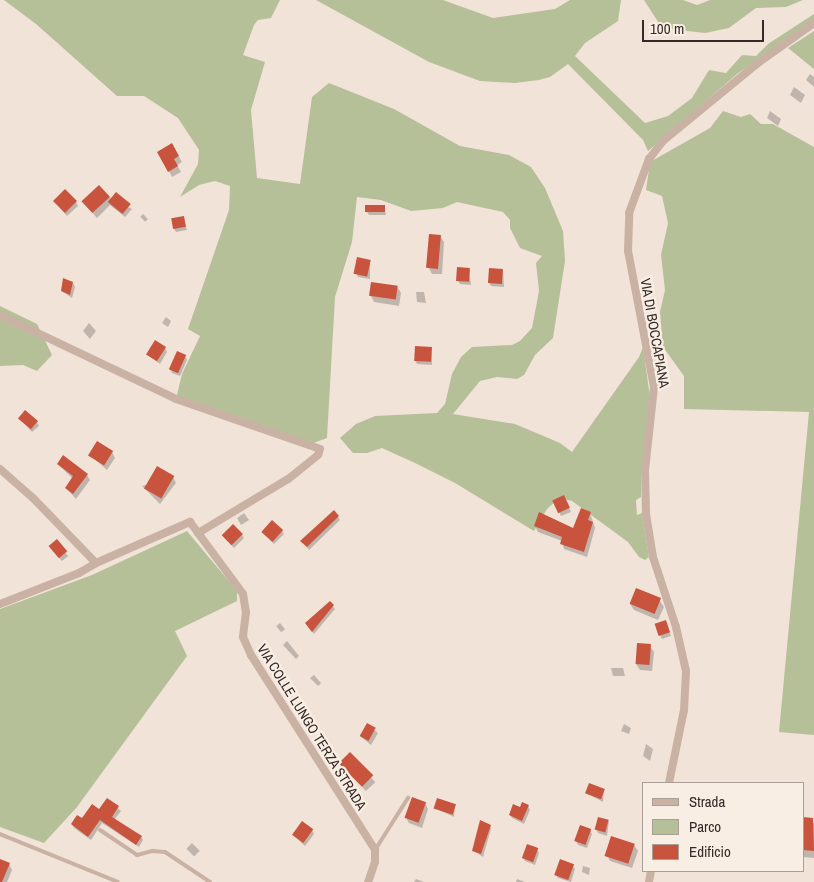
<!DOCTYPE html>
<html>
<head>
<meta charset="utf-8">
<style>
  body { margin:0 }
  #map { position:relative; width:814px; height:882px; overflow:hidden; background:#f1e3d8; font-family:"Archivo Narrow",sans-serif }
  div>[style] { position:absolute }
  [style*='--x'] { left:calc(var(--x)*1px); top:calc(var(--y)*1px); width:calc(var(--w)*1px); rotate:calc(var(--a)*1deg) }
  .green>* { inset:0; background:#b6c098 }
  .shadow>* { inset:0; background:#0003; transform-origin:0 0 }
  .building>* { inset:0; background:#c8543e; transform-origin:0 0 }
  .service>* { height:4px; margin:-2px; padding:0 2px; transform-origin:2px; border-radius:2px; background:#c9b2a4 }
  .minor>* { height:8px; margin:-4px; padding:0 4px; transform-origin:4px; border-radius:4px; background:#c9b2a4 }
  span { translate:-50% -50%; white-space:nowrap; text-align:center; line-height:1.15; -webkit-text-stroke:4.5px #f9eee4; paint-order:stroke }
  .street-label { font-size:14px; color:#342926 }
  .legend { position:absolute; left:642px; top:782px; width:162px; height:90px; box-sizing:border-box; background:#f9eee4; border:1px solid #aa9f98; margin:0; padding:6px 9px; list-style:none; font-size:15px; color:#342926 }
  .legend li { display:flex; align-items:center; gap:10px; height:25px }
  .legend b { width:25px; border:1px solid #aa9f98 }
  .scale { position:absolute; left:642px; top:20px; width:122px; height:22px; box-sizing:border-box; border:2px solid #342926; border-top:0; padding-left:6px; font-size:15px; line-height:18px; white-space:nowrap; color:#342926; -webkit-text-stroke:4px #f9eee4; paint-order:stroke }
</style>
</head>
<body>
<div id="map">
  <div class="green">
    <i style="clip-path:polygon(4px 0,280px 0,271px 18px,258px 20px,254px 25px,243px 55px,265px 62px,251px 110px,257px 178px,300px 184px,312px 97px,329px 83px,394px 109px,460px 146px,509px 155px,531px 167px,545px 188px,563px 231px,565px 261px,553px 338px,535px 355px,524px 375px,517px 379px,497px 377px,480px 381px,453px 414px,515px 424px,560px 443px,572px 452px,639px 357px,643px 347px,650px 397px,641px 477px,641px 497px,636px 500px,637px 515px,642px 513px,649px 557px,645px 560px,639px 557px,628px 542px,572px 501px,559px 498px,547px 509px,534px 531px,455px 483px,415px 463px,382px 448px,367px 453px,353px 453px,340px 438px,356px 424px,375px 416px,437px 413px,445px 404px,452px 374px,461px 357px,472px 347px,512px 345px,520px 341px,532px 328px,539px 291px,536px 263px,542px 256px,520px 248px,510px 228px,510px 220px,503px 212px,457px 202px,443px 208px,411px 211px,381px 200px,357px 197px,352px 242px,335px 297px,327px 438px,311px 444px,176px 399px,182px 374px,200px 336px,188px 329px,229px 210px,230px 186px,215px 181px,199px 185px,180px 197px,198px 164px,199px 150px,178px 118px,144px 96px,117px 96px,36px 24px)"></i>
    <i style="clip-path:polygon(316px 0,443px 0,493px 18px,555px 9px,570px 0,621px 0,618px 21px,585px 43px,575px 56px,645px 123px,668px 116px,692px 98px,709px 70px,726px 73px,742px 55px,756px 56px,768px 44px,814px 14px,814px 24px,805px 27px,737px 74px,648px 151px,643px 140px,568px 64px,550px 77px,539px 80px,515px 83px,480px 81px,429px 62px)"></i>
    <i style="clip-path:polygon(644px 0,683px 0,697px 5px,710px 0,803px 0,786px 7px,756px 8px,729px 28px,705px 33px,662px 28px)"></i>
    <i style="clip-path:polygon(814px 31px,814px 69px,788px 48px)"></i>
    <i style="clip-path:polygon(723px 111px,741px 117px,750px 114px,761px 124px,773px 124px,814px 147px,814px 735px,779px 732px,809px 412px,684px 409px,684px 376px,663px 347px,660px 312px,665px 290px,661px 255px,668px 223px,662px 196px,646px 190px,650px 162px,710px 128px)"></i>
    <i style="clip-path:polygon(0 306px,37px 324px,52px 355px,37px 371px,23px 365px,0 366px)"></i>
    <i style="clip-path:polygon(187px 531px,237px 591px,237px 601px,175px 631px,187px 656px,77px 807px,44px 843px,0 827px,0 609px,92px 575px)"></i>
  </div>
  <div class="shadow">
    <i style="clip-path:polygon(810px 74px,814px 77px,814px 87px,806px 80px)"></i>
    <i style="clip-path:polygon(794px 87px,805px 95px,801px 103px,790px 95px)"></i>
    <i style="clip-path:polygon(770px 111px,781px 119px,778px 126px,767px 118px)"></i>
    <i style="clip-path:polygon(172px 145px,182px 162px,177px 165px,181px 172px,172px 177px,159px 152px)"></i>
    <i style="clip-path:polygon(109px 197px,132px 209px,125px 217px,110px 205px,97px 218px,83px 202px)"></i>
    <i style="clip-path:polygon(54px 201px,76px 202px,78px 206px,67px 216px)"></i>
    <i style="clip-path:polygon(384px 206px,386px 215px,369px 215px,367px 212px)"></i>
    <i style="left:143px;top:214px;width:7px;height:4px;rotate:45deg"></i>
    <i style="clip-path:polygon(183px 218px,187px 230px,176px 232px,174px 229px)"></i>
    <i style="clip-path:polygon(440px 236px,444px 242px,442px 274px,432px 274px,429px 268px)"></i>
    <i style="clip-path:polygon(370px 261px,370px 279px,358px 277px,356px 273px)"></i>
    <i style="clip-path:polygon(469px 269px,471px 285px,460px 284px,458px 281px)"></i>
    <i style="clip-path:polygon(503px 270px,504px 287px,491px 286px,489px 282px)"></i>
    <i style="clip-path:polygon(73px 283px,75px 287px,72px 298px,62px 291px)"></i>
    <i style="clip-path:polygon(398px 288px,401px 293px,399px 306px,374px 302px,371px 296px)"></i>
    <i style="clip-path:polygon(416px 292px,424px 292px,426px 303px,417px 302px)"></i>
    <i style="clip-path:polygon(166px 317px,171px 321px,168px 327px,162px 323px)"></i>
    <i style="clip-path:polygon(89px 323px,96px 331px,90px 339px,83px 331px)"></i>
    <i style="clip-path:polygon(165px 348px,167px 352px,160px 364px,148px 355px)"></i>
    <i style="clip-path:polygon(431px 348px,432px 365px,417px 364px,415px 360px)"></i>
    <i style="clip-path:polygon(185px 356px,187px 360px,180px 376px,172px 373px,170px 369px)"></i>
    <i style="clip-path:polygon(19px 418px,37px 422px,39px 426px,32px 432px)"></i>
    <i style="clip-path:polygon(112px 452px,115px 458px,107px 470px,90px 455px)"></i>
    <i style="clip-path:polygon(58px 464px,87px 475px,90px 480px,76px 499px,66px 488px,73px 479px)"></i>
    <i style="clip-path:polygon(173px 477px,176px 483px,160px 504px,142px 486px)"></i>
    <i style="clip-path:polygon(565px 500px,571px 512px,561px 516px,559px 512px)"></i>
    <i style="clip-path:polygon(334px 512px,340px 520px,309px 550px,302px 541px)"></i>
    <i style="clip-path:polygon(244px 513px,249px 520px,241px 525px,237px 518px)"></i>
    <i style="clip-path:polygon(590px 513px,595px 528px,587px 557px,564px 549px,562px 541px,538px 532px,535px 526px,574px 530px)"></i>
    <i style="clip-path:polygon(282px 531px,284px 534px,274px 544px,263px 532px)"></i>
    <i style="clip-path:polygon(222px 535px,242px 535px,244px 538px,234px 548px)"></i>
    <i style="left:57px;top:541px;width:19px;height:8px;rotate:54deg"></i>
    <i style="clip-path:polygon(636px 589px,660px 601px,664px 607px,658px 620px,634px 610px,630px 604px)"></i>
    <i style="clip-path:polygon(330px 603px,335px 609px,314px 634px,308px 627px)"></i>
    <i style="left:280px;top:623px;width:8px;height:5px;rotate:50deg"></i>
    <i style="clip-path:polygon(667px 625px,671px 636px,662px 639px,660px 635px)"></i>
    <i style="clip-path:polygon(287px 641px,299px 656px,296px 659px,283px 645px)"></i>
    <i style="clip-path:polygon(650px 646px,654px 652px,652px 671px,640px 670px,636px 664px)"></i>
    <i style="clip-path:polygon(611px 668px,623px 668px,625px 676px,613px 676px)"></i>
    <i style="clip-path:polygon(314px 675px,321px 683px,318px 686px,310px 678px)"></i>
    <i style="clip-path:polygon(367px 724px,378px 733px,371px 745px,360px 736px)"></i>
    <i style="clip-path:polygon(624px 724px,631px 728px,629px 734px,621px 731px)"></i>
    <i style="clip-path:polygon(646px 744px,653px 749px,650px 761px,643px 756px)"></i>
    <i style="left:350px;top:754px;width:38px;height:13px;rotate:48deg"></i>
    <i style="clip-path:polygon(604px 790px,603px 802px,586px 793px)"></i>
    <i style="clip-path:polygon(107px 800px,121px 811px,114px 820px,141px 836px,143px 840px,139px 847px,102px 823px,91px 840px,74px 828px,72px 824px,100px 811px)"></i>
    <i style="clip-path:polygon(425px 803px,428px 809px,422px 828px,409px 823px,406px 818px)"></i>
    <i style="clip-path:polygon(455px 805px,454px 817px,435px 808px)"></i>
    <i style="clip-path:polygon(528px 806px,530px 810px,524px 824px,512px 818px,510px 815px)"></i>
    <i style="clip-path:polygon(803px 818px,814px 823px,814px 858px,803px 857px)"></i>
    <i style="clip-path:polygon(609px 821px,607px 836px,598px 833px,596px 829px)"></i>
    <i style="clip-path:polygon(490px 826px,491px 829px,483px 857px,474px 851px)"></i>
    <i style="clip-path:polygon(312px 830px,314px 834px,305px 846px,293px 835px)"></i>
    <i style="clip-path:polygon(590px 830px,592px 834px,587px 848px,578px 845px,576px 841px)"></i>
    <i style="left:192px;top:843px;width:11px;height:8px;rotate:45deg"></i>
    <i style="clip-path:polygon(634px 845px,638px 851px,632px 868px,610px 861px,607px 855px)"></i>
    <i style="clip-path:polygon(537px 849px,539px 853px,535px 865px,525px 861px,523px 857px)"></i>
    <i style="clip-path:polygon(0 860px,9px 864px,12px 870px,7px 882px,0 882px)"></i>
    <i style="clip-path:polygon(573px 866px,575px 869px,571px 882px,558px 878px,556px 875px)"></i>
    <i style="clip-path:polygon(583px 866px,590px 868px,589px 875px,582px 872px)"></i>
    <i style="clip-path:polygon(416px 879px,424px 882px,414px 882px)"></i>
    <i style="clip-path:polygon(517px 879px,525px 882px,516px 882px)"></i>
  </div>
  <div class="building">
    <i style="clip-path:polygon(172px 143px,179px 156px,174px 159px,178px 166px,168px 172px,157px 152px)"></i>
    <i style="left:99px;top:185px;width:16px;height:24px;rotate:47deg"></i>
    <i style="left:65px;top:189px;width:17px;height:17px;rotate:45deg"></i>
    <i style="left:116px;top:192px;width:19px;height:13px;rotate:39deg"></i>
    <i style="left:365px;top:205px;width:20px;height:7px"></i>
    <i style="left:184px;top:216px;width:11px;height:13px;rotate:80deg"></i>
    <i style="left:429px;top:234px;width:12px;height:34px;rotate:5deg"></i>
    <i style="left:357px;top:257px;width:14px;height:17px;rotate:12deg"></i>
    <i style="left:457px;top:267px;width:13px;height:14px;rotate:4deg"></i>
    <i style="left:489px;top:268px;width:14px;height:15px;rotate:4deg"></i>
    <i style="clip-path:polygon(63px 278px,73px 282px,70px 295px,61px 291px)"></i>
    <i style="left:371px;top:282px;width:27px;height:14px;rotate:8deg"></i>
    <i style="left:155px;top:340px;width:13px;height:17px;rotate:32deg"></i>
    <i style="left:415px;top:346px;width:17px;height:15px;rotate:3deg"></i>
    <i style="left:177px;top:351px;width:10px;height:20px;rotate:24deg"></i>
    <i style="left:25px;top:410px;width:17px;height:11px;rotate:40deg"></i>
    <i style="left:97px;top:441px;width:19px;height:17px;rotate:32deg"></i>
    <i style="clip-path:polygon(63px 455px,88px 474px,73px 494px,65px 488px,73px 476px,57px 464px)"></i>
    <i style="left:157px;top:466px;width:20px;height:26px;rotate:30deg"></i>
    <i style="left:564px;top:495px;width:14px;height:13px;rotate:65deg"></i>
    <i style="clip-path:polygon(581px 508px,591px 512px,588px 520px,593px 522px,584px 552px,560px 544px,562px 537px,534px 526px,539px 512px,573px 528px)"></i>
    <i style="clip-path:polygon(334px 510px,339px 516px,307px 547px,300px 541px)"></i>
    <i style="left:272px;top:520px;width:15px;height:16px;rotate:42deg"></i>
    <i style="left:233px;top:524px;width:14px;height:16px;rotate:45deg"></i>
    <i style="left:57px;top:539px;width:16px;height:11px;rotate:50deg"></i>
    <i style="left:636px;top:588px;width:27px;height:17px;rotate:22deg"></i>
    <i style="clip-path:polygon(330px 601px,334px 605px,312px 632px,305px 623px)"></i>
    <i style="left:666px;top:620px;width:13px;height:12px;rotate:72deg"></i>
    <i style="left:637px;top:643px;width:14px;height:21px;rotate:4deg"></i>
    <i style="left:367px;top:723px;width:10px;height:15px;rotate:29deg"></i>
    <i style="left:350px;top:752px;width:33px;height:16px;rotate:45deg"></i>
    <i style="left:589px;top:783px;width:17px;height:11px;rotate:21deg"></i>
    <i style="left:412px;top:797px;width:15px;height:22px;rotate:20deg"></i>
    <i style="clip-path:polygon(107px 798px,119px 806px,112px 817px,142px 836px,136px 845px,100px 820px,88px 837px,71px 824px,77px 815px,82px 818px,92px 804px,99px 809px)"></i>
    <i style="left:437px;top:798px;width:20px;height:11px;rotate:18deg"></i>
    <i style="clip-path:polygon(522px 802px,529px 805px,522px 821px,509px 815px,513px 804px,520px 807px)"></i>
    <i style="left:598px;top:817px;width:11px;height:13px;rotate:15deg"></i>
    <i style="clip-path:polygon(803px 817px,813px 818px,814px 851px,803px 850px)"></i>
    <i style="clip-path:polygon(480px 820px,491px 825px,481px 854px,472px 851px)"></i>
    <i style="left:302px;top:821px;width:14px;height:17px;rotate:36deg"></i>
    <i style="left:580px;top:825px;width:12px;height:17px;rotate:20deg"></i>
    <i style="left:611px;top:836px;width:25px;height:21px;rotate:18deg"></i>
    <i style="left:527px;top:844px;width:12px;height:15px;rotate:20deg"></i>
    <i style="clip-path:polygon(0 859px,10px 863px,2px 882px,0 882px)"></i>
    <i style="left:560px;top:859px;width:15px;height:17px;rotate:20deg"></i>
  </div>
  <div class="service">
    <i style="--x:100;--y:830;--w:45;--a:34"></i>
    <i style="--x:137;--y:855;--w:16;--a:-15"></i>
    <i style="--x:152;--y:851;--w:13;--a:4"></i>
    <i style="--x:165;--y:852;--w:54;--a:33.7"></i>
    <i style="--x:0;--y:834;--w:127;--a:22.1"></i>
    <i style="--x:375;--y:850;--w:62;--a:-57.6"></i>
  </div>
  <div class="minor">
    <i style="--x:0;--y:315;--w:195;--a:25.5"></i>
    <i style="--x:176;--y:399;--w:152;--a:19.1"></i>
    <i style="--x:320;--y:449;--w:6;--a:108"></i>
    <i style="--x:318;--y:455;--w:38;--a:141"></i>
    <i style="--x:288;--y:479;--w:105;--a:149"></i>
    <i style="--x:0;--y:469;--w:45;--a:41.4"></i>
    <i style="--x:34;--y:499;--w:89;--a:45.9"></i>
    <i style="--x:96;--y:563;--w:103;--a:-23.6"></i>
    <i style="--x:190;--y:522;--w:89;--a:53.6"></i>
    <i style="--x:243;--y:594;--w:18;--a:81"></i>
    <i style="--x:246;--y:612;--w:25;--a:97"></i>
    <i style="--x:243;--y:637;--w:20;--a:66"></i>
    <i style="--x:251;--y:655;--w:231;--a:57.5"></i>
    <i style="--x:375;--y:850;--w:12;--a:90"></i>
    <i style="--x:375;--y:862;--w:21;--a:109"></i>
    <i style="--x:0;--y:604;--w:85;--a:-21.4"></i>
    <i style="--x:79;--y:573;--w:20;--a:-30"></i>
    <i style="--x:669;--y:783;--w:75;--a:-78.4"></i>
    <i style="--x:684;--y:710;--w:39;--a:-87"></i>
    <i style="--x:686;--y:671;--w:45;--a:-102.8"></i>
    <i style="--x:676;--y:627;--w:74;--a:-108.2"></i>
    <i style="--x:653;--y:557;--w:44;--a:-99.2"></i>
    <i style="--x:646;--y:514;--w:44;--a:-91.3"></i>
    <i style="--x:645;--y:470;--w:83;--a:-83.8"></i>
    <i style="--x:654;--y:387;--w:138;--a:-100.8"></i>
    <i style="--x:628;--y:251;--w:38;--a:-88"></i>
    <i style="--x:629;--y:213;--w:58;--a:-69.7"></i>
    <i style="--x:649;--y:159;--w:23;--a:-52"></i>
    <i style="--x:663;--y:141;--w:123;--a:-39.4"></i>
    <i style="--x:758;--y:63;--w:69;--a:-35.5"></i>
    <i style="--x:649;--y:882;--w:11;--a:-80"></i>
  </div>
  <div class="street-label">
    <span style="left:655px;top:333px;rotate:80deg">VIA DI BOCCAPIANA</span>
    <span style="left:312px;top:727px;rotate:58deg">VIA COLLE LUNGO TERZA STRADA</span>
  </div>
  <ul class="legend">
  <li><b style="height:6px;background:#c9b2a4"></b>Strada</li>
  <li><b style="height:14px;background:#b6c098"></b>Parco</li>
  <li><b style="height:14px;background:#c8543e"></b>Edificio</li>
  </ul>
  <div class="scale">100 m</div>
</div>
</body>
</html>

====

Exercise aim
The lines needed run from the first line of the records through the line containing "height:4px; margin:-2px; padding:0", both included. Restate them word for word, without pictures.

Answer to this problem
<!DOCTYPE html>
<html>
<head>
<meta charset="utf-8">
<style>
  body { margin:0 }
  #map { position:relative; width:814px; height:882px; overflow:hidden; background:#f1e3d8; font-family:"Archivo Narrow",sans-serif }
  div>[style] { position:absolute }
  [style*='--x'] { left:calc(var(--x)*1px); top:calc(var(--y)*1px); width:calc(var(--w)*1px); rotate:calc(var(--a)*1deg) }
  .green>* { inset:0; background:#b6c098 }
  .shadow>* { inset:0; background:#0003; transform-origin:0 0 }
  .building>* { inset:0; background:#c8543e; transform-origin:0 0 }
  .service>* { height:4px; margin:-2px; padding:0 2px; transform-origin:2px; border-radius:2px; background:#c9b2a4 }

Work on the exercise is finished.